Propose: Incremental compilation

duplicate from github here:

every file can be compiled into a compilation unit of bytecode,
let’s call it .crgb, (.crc well is crc…), so I choose to use *.crb here
which means crystal bytecode, then *.crgb means crystal general
bytecode. the gb is kind of same of *.cr, it only includes the prototype of function.

#sum.cr
def sum(a,b)
  a+b
end

then let’s say foo.cr depends on sum.cr

#foo.cr
sum(1,2)

crystal foo.cr, the compiler process will fetch foo.{cr,crgb} and sum.crgb to produce final result,
no need to recompile sum.cr. when sum(1,2), compiler realize it needs to instantiate the
function to a sum(Int32,Int32) instance, it will do it, whether it choose to save the bytecode
to sum.crb that’s an another choice.

#foo.cr
sum("a","b")

crystal foo.cr, the compiler process will fetch foo.{cr,crgb} and sum.crgb to produce final result,
no need to recompile sum.cr. when sum(1,2), compiler realize it needs to instantiate the
function to a sum(String,String) instance, it will do it.

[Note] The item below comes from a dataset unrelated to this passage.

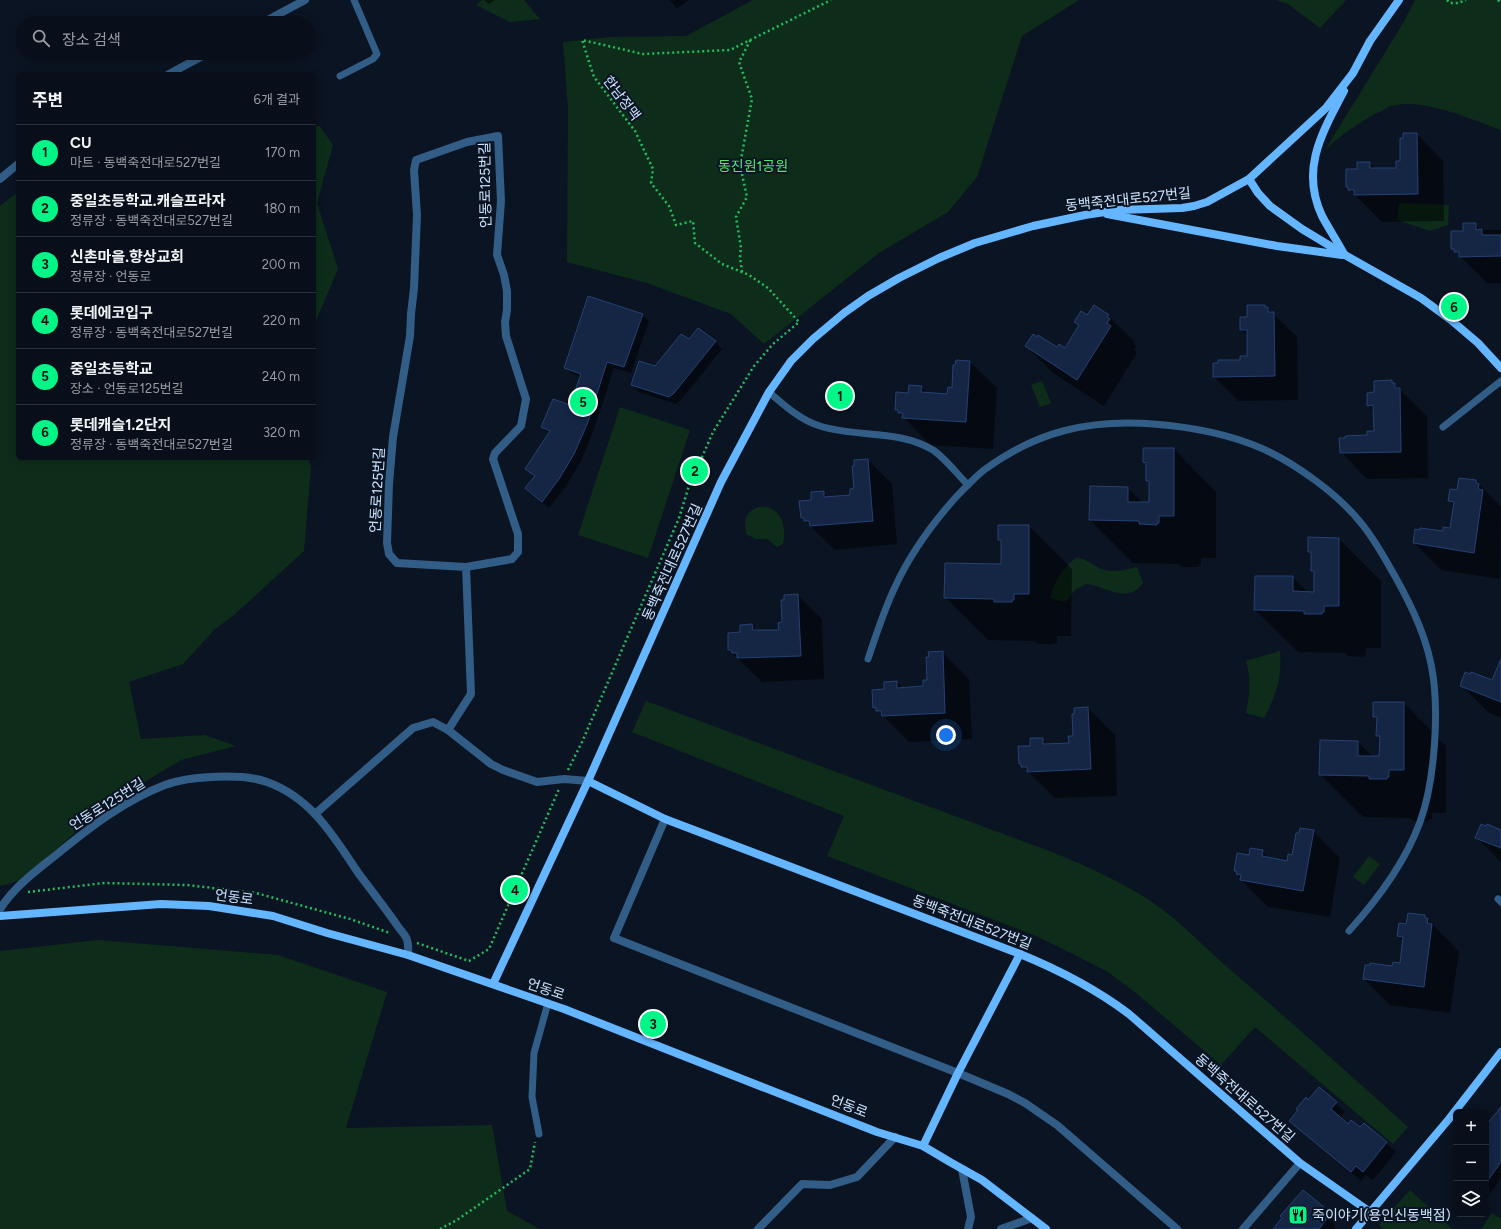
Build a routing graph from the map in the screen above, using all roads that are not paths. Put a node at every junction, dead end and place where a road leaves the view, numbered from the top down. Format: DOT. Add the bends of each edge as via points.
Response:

step 1 → *.crgb is already performance improvement and I think can already handle very large projects.

step 2–> *.crb is problematic because we don’t know beforehand all the instantiations, there may be
some optimization in the future to clever knows a *.crb doesn’t needs to recompile. for now let’s just only
compile to *.crgb

You may want to check out the thread that was previously started about incremental compilation.

That method isn’t going to be compiled multiple times anyway. The compiler creates LLVM IR rather quickly, then merges it into a single LLVM module before compiling it to machine code.

I don’t quite understand you, compiler compiling into llvm ir,
what I’m talking about bytecode is not llvm ir,
I mean crystal should define bytecode/VM itself,
ofc this would mean great changes in crystal, maybe go into crystal 2.0,

saves the time lexer–>parser–>ast–>*.crgb

*.crgb is where this crystal defined its own bytecode.

With your idea, would those bytecodes be converted to LLVM-IR at the end?

Hello, crystal 2.0 would have its own VM,so its own bytecode.
just like Ruby/Python/Java did.

then you can do optimization based on VM level.
bytecode → machine code compilation if hotspot(or all program if you required),
if in the middle bytecode-> llvm ir is easier to implement then it is.

I’d be very strongly opposed to crystal having a VM requirement for all of it’s execution, beyond the operations of the interpretor. With Ruby/Python/Java, I can’t execute programs written by them without some sort of runtime pre installed for them. With Crystal’s ability to compile down to native binary, that binary can be freely distributed and used by those who don’t have crystal installed.

IIRC from that excellent thread that was linked, the cost of the incremental compilation is due to the type system possibly changing drastically due to a cascade effect by changing a single method signature, which requires the compiler to revisit each bit of code again. In your example above, what ensures that’s whatever passed to the sum method has a + operator to begin with, if we don’t continuously recheck the body of that method?

1 Like

I understand the idea. The idea of a “type definition-free” Crystal-style compiled library is exciting.

However, if it were to be done without LLVM-IR, it would not be Crystal 2.0, but a different language implementation, such as JRuby for CRuby.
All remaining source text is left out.